Sur le papier, on doit passer un bon moment. Les invités arrivent avec deux-trois bouteilles qui feraient rêver pas mal de novices du Mondovino. Ceux en tout cas qui perdent encore du temps à lire les guides pinardiers spécialisés en grands et gros crus. Il y a ce riesling allemand, certes, c'est bon, quoique manquant un peu de nerf à mon goût, mais je vous ai déjà dit (ici notamment)à quel point j'ai du mal à marier ce genre de vin avec la nourriture méditerranéenne qui justement va occuper notre table. L'accent teuton sur des pimientos de Padrón, des anchois ou des gambas de Vilanova, franchement, je n'y arrive pas, je n'y arriverai jamais. Quitte à me répéter, j'ai l'impression de voir, comme dans Tintin, les Dupont(d) débouler en Turquie grimés dans un costume folklorique grec.


L'histoire, en fait, ce sont les rouges. Il y a d'abord le cas de ce châteauneuf-du-pape pour Américains. Clos Saint-Jean Deus ex-machina, millésime 2009 qui plus est. Dans les principaux guides sus-cités, c'est un carton: 99/100 affirme le Wine Advocate, 94 pour le Wine Spectator, 19/20 selon Gault-Millau. Évidemment, les notes, vous savez ce que je pense de ce principe à la fois infantile et vulgaire, faussement subjectif. Ce châteauneuf, il faudra à chacun beaucoup de volonté pour terminer son verre. Lourd, épais, fatiguant. La machine à remonter le temps nous situe quelque part entre 1995 et 2000, quand il était encore "très chic" de confondre vin et confiture.


Plus étonnant est le cas du Cornas de Clape. Clape, on ne déteste pas, même si depuis pas mal de temps on s'en va visiter d'autres noms de cette prestigieuse appellation rhodanienne, Paris, Allemand. Là, c'est la cuvée jeunes vignes, Renaissance, 2009 (oui, je sais, mais si le vin n'est pas au niveau, on ne le sort pas). Le tarif est bien plus raisonnable que celui du châteauneuf, un soixantaine d'euros, contre cent-cinquante à deux-cents, voir davantage pour le premier (ce qui à mon goût est parfaitement ridicule). Mais, bon, ces soixante euros représentent quand même une somme: on sait que le prix moyen mis dans une bouteille de vin en France s'élève à cinq ou six euros, dix fois moins!
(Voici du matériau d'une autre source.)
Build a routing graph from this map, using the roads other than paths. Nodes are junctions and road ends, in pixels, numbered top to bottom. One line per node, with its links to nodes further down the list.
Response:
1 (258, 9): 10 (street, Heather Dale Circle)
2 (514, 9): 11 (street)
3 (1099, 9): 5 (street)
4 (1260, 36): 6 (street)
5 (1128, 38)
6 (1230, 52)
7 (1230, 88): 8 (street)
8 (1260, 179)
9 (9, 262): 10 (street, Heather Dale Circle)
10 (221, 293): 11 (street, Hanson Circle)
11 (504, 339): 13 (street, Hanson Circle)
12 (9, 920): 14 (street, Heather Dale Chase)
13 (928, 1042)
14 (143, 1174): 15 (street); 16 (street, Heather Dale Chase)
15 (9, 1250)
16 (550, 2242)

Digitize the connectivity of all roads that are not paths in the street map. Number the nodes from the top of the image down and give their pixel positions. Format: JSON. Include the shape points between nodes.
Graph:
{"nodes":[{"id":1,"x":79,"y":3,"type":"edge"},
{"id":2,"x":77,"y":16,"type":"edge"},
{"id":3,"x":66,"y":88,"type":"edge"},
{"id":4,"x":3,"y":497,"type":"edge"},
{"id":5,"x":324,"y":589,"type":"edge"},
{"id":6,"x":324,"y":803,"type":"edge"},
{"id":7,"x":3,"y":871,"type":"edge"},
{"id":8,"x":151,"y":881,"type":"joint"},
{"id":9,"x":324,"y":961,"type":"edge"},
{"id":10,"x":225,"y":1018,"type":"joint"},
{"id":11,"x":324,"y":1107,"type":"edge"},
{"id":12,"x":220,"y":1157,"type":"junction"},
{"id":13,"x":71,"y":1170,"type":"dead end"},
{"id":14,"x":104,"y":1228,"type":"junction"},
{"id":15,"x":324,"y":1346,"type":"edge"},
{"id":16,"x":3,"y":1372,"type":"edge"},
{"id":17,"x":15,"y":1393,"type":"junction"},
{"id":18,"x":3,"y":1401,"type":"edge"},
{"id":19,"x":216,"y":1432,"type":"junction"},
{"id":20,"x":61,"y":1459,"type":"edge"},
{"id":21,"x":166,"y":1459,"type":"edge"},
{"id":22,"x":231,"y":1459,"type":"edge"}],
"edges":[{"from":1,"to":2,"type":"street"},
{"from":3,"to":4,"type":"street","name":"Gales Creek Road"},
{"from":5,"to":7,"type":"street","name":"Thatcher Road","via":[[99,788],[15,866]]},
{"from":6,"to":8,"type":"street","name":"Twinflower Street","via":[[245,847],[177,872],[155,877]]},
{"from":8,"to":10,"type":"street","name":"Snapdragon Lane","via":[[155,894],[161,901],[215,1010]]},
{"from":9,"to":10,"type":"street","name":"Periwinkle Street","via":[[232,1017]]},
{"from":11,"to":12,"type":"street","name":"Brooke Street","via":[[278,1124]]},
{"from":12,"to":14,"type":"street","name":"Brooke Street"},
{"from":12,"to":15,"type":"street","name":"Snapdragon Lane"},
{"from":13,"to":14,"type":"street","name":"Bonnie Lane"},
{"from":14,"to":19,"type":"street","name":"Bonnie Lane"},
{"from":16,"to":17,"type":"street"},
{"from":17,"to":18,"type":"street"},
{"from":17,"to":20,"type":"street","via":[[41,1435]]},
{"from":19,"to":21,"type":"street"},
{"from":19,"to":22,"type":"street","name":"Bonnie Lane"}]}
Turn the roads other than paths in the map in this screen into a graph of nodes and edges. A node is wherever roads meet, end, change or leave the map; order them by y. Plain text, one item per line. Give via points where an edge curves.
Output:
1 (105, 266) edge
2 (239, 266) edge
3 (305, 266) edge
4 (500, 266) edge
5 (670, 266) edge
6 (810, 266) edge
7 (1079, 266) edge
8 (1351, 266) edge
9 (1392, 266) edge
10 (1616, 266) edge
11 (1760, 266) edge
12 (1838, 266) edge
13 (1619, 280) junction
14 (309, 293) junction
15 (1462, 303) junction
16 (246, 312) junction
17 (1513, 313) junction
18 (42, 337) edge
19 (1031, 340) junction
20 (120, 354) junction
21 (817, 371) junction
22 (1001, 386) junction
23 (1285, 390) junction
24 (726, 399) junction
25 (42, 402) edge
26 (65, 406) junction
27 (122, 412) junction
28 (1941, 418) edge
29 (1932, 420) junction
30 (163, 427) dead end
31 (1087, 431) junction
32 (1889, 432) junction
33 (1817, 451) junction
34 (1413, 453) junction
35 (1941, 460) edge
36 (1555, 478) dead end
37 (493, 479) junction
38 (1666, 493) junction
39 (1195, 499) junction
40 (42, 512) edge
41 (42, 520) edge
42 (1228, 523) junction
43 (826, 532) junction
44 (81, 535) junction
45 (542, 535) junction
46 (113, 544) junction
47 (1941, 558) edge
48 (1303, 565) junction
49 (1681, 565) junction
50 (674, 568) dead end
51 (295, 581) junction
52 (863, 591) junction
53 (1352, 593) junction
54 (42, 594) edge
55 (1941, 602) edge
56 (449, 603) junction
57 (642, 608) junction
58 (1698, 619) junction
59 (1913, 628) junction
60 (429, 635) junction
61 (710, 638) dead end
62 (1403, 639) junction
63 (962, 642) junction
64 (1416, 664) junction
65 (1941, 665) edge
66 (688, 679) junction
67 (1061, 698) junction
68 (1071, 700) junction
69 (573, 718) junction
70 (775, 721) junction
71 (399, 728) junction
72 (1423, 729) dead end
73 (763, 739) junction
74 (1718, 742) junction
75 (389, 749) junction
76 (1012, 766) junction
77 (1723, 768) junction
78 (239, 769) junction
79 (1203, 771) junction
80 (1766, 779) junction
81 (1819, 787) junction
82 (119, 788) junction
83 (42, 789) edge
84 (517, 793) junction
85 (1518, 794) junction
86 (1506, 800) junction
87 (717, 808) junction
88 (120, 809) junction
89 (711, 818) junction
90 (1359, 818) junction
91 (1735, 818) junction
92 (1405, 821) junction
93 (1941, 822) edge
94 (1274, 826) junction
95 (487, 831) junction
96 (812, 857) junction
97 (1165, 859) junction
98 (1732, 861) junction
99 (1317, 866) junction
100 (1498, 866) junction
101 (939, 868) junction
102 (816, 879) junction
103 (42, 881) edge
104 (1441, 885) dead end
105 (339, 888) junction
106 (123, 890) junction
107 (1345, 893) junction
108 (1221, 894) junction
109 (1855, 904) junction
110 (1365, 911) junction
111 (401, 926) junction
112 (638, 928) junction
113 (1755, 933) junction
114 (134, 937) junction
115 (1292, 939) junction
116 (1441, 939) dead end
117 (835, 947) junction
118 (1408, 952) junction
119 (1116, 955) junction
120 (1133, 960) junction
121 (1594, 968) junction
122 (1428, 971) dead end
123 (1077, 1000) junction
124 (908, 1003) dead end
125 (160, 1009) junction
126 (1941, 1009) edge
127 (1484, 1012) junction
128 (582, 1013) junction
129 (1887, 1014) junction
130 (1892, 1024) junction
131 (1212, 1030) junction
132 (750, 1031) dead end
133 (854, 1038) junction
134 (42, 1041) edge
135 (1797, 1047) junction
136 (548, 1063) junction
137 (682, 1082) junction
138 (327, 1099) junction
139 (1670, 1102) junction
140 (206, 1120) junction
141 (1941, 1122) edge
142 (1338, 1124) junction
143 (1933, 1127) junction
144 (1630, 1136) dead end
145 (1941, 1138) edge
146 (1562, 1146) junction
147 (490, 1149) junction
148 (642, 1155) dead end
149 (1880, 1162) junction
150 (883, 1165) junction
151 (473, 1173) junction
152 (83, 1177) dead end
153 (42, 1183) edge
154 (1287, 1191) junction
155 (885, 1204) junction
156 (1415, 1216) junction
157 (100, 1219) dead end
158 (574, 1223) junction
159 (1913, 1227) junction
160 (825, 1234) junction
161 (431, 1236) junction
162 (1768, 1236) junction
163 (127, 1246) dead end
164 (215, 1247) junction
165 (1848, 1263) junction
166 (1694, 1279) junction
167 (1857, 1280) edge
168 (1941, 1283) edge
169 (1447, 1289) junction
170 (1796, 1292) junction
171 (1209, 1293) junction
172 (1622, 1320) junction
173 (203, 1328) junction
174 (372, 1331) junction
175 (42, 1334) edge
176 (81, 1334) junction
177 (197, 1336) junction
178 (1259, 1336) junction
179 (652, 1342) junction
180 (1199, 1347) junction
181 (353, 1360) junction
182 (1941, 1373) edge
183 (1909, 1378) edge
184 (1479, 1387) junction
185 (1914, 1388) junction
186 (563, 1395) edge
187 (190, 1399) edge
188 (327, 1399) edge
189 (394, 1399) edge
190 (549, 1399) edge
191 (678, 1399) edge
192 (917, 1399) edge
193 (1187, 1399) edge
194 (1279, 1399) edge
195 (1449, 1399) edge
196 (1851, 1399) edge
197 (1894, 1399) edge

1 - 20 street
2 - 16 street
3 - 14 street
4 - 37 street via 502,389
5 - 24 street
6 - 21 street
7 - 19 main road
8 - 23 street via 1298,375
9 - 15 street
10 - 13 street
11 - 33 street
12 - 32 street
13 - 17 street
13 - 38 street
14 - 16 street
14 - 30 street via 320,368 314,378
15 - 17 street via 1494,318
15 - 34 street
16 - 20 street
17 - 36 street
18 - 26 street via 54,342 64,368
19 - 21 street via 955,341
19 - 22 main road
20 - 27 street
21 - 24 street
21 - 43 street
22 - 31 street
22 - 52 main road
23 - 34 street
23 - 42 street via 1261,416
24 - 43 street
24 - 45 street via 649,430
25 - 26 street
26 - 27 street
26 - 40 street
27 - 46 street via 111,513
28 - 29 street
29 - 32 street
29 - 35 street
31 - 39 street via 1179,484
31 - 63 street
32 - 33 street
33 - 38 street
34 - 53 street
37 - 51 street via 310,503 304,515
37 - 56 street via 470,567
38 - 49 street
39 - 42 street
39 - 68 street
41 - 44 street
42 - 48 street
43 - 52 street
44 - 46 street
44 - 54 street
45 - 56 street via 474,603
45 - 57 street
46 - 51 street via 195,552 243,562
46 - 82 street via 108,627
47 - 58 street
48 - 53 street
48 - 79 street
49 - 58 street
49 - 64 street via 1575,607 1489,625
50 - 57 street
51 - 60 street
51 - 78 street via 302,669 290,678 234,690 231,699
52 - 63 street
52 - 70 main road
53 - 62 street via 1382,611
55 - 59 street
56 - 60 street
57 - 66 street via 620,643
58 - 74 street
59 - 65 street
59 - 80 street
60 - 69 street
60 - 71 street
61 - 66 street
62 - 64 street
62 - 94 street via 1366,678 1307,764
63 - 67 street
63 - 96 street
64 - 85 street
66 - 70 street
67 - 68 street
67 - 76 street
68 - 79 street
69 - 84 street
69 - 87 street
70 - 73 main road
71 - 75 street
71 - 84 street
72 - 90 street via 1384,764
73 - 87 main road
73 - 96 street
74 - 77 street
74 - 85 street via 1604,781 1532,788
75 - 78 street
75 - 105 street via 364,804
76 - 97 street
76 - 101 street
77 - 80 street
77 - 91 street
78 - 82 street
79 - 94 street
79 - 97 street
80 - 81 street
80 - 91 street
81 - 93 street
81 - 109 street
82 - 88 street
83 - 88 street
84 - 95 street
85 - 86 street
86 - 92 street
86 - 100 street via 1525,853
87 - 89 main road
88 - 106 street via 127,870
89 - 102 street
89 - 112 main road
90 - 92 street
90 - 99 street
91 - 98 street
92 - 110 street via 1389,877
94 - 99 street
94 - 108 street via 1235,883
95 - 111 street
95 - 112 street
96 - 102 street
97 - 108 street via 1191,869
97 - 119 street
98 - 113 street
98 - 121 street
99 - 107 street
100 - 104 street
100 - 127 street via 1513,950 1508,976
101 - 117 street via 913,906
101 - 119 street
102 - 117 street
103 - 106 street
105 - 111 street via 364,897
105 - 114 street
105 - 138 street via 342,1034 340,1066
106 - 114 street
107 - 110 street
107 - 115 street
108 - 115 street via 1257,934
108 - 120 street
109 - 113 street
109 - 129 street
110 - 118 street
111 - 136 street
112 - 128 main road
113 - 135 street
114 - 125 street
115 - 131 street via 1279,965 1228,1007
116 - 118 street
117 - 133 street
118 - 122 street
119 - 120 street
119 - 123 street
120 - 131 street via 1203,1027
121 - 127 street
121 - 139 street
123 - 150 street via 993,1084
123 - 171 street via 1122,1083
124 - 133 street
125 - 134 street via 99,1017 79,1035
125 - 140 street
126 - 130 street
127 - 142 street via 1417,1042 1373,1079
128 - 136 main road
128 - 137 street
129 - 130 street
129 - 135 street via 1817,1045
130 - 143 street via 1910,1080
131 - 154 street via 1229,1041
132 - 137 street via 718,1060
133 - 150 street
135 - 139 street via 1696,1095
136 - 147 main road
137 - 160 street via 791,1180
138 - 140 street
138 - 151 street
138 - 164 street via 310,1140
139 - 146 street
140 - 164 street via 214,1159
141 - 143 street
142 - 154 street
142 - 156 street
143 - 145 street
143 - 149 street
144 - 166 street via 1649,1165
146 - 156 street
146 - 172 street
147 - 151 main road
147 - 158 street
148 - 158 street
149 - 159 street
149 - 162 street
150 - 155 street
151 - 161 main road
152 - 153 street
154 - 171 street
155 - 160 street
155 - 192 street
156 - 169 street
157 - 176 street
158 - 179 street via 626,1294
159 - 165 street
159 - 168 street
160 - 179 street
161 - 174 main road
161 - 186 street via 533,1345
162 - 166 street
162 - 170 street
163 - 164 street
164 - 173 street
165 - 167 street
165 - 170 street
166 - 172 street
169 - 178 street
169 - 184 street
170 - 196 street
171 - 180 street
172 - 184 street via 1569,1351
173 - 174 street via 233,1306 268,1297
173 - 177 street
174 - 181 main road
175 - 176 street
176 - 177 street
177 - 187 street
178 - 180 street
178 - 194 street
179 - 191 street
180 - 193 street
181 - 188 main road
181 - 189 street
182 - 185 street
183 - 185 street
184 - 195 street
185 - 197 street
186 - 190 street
Et, tant pis si l'on me taxe de poujadisme*, l'addition paraît d'autant plus élevée au moment où l'on se dit que cette syrah usée, cuite, oxydée a plus sa place au fond de l'évier que dans son verre.


Et puis, Deus ex-machina (désolé, c'était facile…), arrive le sauveur. Jeune vin d'un jeune couple récemment immigré dans les Corbières. Oui, oui, dans les Corbières, cette appellation immense par la superficie mais généralement décevante eu égard à la qualité de ce qu'on y produit. Sur le papier (on y revient), on devrait y trouver pléthore de jus intéressants, à l'image des géologies, des reliefs, des climats rencontrés. Pourtant, les belles bouteilles (à l'image de celles de Rémi Jaillet, de Guillaume Boussens ou de Paul Old) restent rares, face à la toute-puissance du kolkhoze et par la force de ses mauvaises habitudes, la culture vigneronne, dont ce pays manque cruellement, a bien du mal à s'implanter.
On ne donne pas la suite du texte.